Observed Common Weakness Enumeration (CWE)

Implications & Threat

According to Google Scholar, Multi-image Analysis GUI (Mango) returns 298 results, spanning a time range from 2018 - 2022 (Accessed: 2022-06-22). There are many potential attack scenarios where having the ability to quietly insert a plugin into a research tool could be leveraged to further a threat actor’s aims.
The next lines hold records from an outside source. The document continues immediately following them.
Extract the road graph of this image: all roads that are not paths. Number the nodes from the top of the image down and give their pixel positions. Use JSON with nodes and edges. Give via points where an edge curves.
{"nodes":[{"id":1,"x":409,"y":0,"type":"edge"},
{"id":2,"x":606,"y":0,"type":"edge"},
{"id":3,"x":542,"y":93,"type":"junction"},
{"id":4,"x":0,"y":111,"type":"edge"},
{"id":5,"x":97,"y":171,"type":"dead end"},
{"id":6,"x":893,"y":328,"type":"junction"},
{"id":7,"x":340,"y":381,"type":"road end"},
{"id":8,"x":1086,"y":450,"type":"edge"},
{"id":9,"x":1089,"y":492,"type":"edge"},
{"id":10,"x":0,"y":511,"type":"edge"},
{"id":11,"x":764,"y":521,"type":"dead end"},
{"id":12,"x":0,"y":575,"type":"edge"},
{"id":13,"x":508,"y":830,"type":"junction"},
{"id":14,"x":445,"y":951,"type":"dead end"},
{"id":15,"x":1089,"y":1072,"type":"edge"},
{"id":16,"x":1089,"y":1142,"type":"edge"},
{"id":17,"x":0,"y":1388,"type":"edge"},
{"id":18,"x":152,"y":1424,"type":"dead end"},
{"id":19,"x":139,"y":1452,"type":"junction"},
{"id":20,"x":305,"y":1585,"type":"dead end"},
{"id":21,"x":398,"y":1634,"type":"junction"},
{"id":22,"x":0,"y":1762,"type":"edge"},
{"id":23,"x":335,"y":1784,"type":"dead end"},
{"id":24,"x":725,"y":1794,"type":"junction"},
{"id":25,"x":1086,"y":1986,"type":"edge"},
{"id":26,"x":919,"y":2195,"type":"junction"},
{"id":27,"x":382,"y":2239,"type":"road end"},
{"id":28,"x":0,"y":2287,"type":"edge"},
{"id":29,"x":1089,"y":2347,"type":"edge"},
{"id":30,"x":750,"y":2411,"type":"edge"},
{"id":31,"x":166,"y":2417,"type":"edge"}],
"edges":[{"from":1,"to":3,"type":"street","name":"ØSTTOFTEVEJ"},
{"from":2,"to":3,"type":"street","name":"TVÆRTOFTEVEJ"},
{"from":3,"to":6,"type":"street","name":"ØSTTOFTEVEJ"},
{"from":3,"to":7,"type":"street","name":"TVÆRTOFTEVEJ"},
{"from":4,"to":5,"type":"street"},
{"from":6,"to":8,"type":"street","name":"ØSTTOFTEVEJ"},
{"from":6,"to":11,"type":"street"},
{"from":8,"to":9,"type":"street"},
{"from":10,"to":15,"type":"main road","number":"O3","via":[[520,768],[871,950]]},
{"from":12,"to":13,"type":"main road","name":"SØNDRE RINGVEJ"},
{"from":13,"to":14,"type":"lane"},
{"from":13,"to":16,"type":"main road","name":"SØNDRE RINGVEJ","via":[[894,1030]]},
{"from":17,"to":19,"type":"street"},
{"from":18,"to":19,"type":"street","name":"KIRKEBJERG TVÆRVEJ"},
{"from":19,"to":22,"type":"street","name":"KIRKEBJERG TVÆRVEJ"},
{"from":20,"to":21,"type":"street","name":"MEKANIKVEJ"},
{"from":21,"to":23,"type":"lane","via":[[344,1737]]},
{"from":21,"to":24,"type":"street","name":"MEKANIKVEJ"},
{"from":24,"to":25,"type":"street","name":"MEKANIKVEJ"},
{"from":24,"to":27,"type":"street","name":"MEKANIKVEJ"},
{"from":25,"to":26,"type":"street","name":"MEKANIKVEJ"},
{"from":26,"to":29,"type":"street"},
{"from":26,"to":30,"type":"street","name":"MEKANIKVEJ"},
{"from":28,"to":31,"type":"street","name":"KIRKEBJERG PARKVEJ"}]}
One example to highlight the above point would be:

1. A threat actor targeting researchers (or organizations) conducts open source intelligence reconnaissance and compiles a list of cited software used by key targets.
2. The threat actor discovers Multi-image Analysis GUI (Mango) permits the loading of modules without user interaction or notice and further custom modules could be crafted to achieve code execution.
3. The threat actor crafts a social engineering campaign which induces the target to: open a malicious document, file, or otherwise unknowingly start a process which drops a malicious modules
4. The target, perhaps as part of the social engineering campaign, or otherwise, runs Mango. At this point the malicious payload could be unknowingly executed moving the threat actor closer to achieving their goal.